Le deuxième frein à la filière hydroélectrique, qui repose sur un parc vieillissant, est celui touchant à la perte de productibles. On sait qu'on a perdu environ 3 milliards de kilowattheures (KWh), tous acteurs confondus, du fait du relèvement des débits réservés, c'est-à-dire du niveau d'eau qu'il faut obligatoirement laisser dans le lit des cours d'eau pour permettre la migration piscicole : quand vous regardez les chiffres annuels de production hydroélectrique, vous constatez que 3 milliards de kilowattheures ne sont pas délivrés, ce chiffre correspondant à ce que la profession doit laisser pour la biodiversité.
Nous continuons à mettre en conformité des centrales.
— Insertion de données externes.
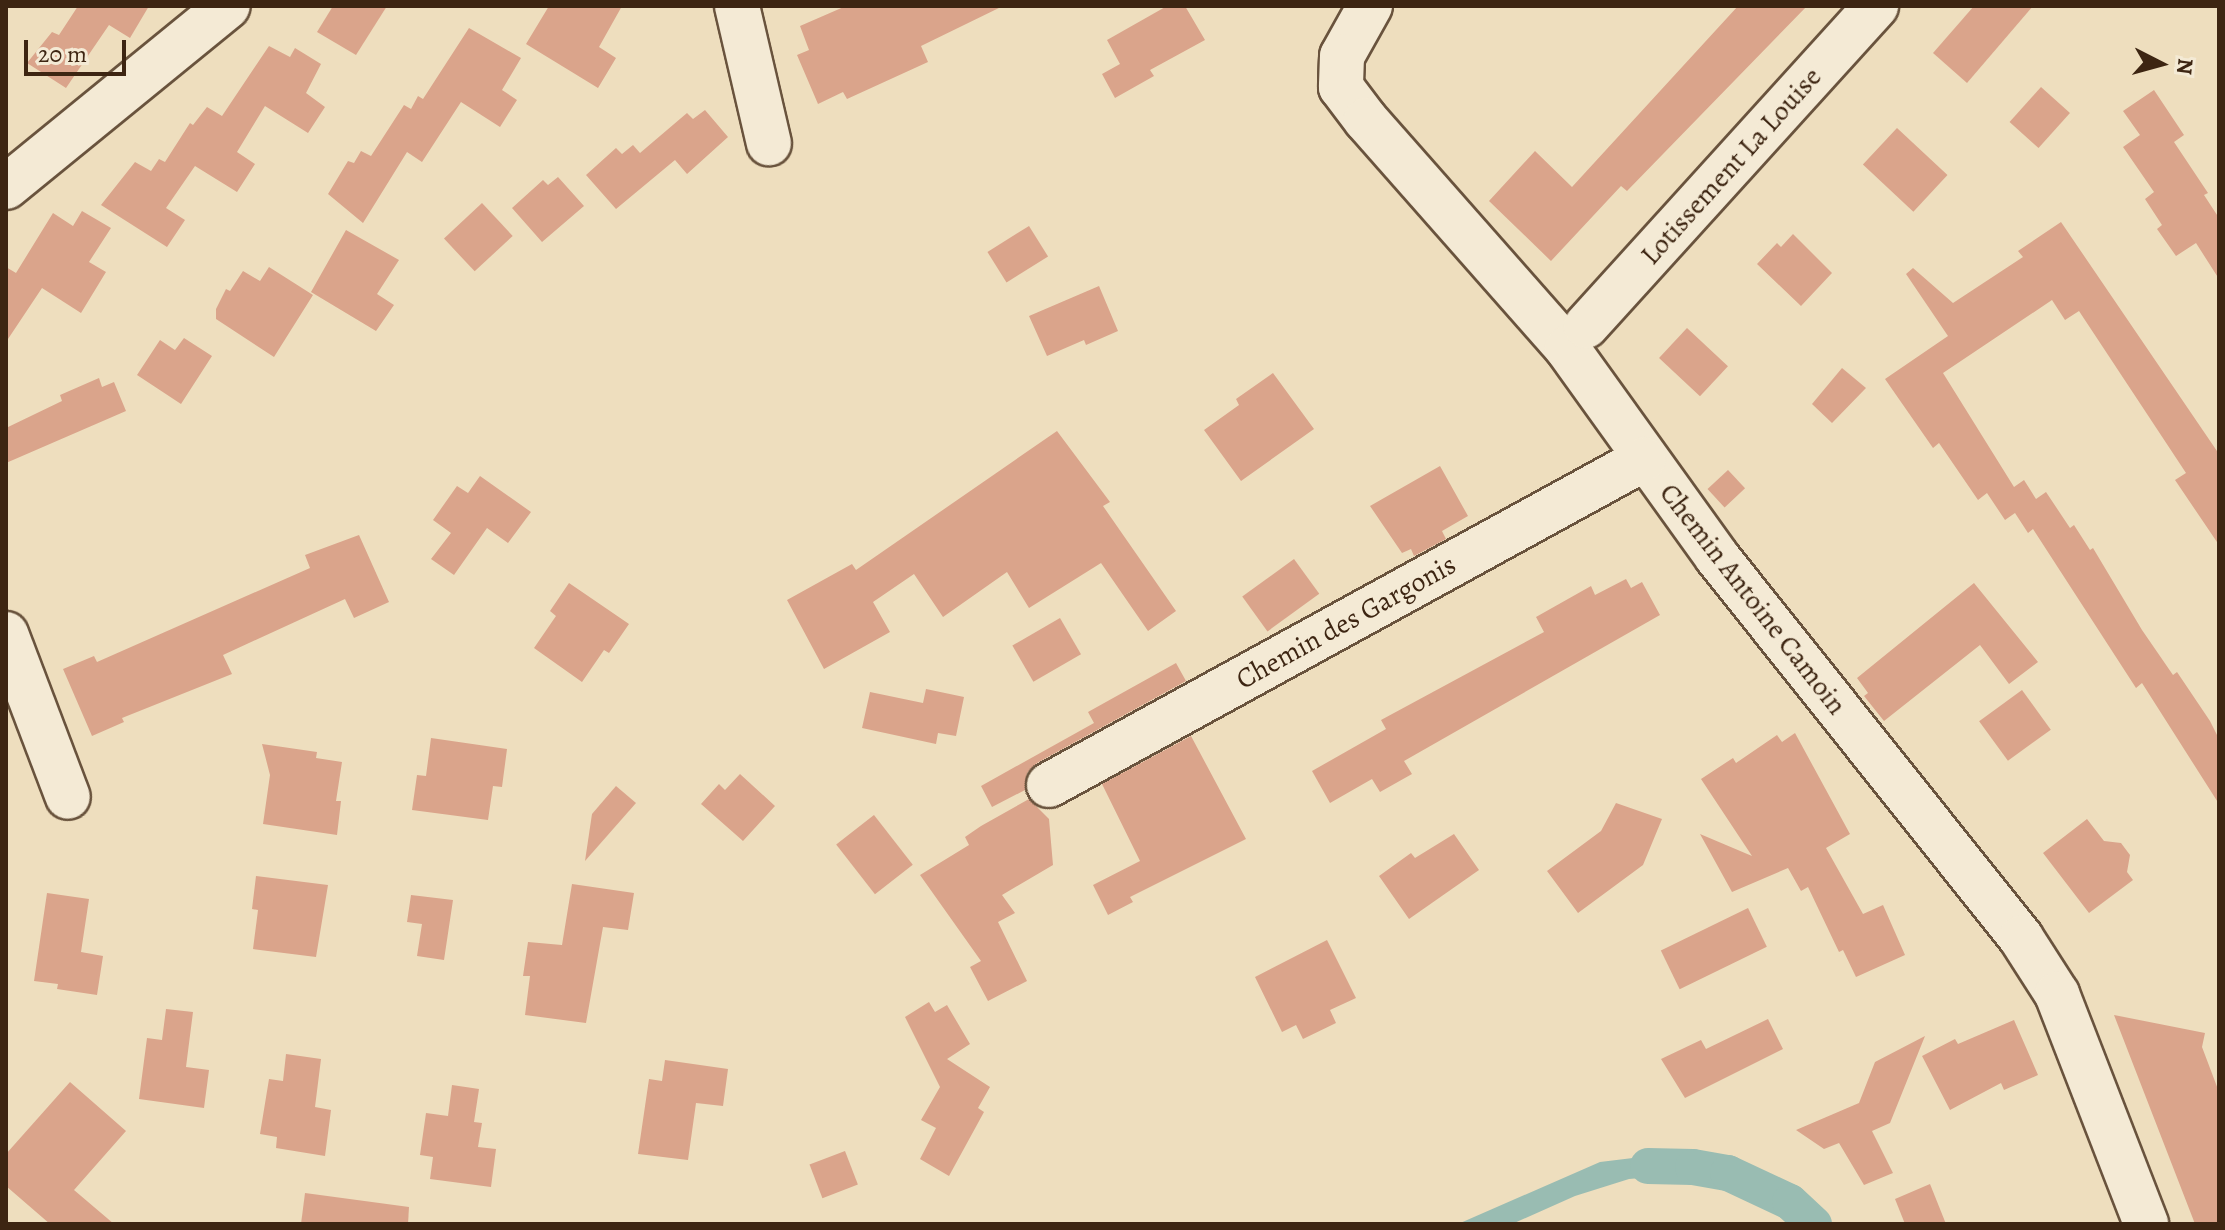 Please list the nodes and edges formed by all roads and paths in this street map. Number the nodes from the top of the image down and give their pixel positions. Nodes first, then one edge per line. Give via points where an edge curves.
1 (228, 6) edge
2 (737, 6) edge
3 (1370, 6) edge
4 (1876, 6) edge
5 (769, 143) dead end
6 (6, 187) edge
7 (1586, 326) dead end
8 (1644, 459) junction
9 (6, 634) edge
10 (1049, 785) dead end
11 (68, 797) dead end
12 (2146, 1224) edge

1 - 6 street
2 - 5 street
3 - 8 street, Chemin Antoine Camoin via 1342,56 1341,87 1567,348
4 - 7 street, Lotissement La Louise
8 - 10 street, Chemin des Gargonis
8 - 12 street, Chemin Antoine Camoin via 2041,967 2057,994
9 - 11 street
Là aussi, nous demandons une évaluation au cas par cas, l'établissement de très bons diagnostics par des bureaux d'études qualifiés et un partage de ces diagnostics avec les services déconcentrés de l'État, une réelle concertation et surtout que soit portée une attention sur la perte de productibles et sur le rapport coût-bénéfice des aménagements qui nous sont demandés. Il est indispensable en effet de regarder quel est le coût des aménagements demandés et le réel bénéfice pour la biodiversité afin de prendre une décision, là encore, équilibrée.
En matière de soutien économique et de freins au développement, cela vous surprendra peut-être si je vous dis que je demande de bonnes statistiques. En effet, j'aimerais savoir de quoi l'on parle en matière de suivi de développement de la filière. Aujourd'hui, beaucoup de statistiques existent, mais il y a parfois confusion entre rénovations et nouvelles centrales. Je ne suis donc pas tout à fait sûre que l'on ait les vrais chiffres sur la trajectoire de développement de l'hydroélectricité.
Comme l'a rappelé M. Giraud, nous souhaitons davantage de souplesse dans nos contrats de mécanisme de soutien pour l'augmentation de puissance. Tout ce qui existait auparavant qui nous permettait d'augmenter la puissance très facilement a disparu – je pense notamment aux contrats additionnels. Comme lui, je pense que c'est une histoire de fous.
Les derniers appels d'offres nous obligent malheureusement à soumettre le projet à enquête publique, c'est-à-dire lorsqu'il est déjà très avancé dans son développement. Bien évidemment, si l'appel d'offres n'est pas un succès, les coûts échoués sont très élevés. Il faut savoir que le coût d'un dossier est de 300 000 euros, ce qui freine les petits acteurs à participer aux appels d'offres.
Enfin dans le parcours du combattant qu'est le développement de petites centrales aujourd'hui, la maîtrise foncière et l'accès à la maîtrise foncière constituent un obstacle supplémentaire en raison d'une mise en concurrence sur le foncier public.
Je vous remercie de votre attention. Nous restons, bien évidemment, à votre disposition.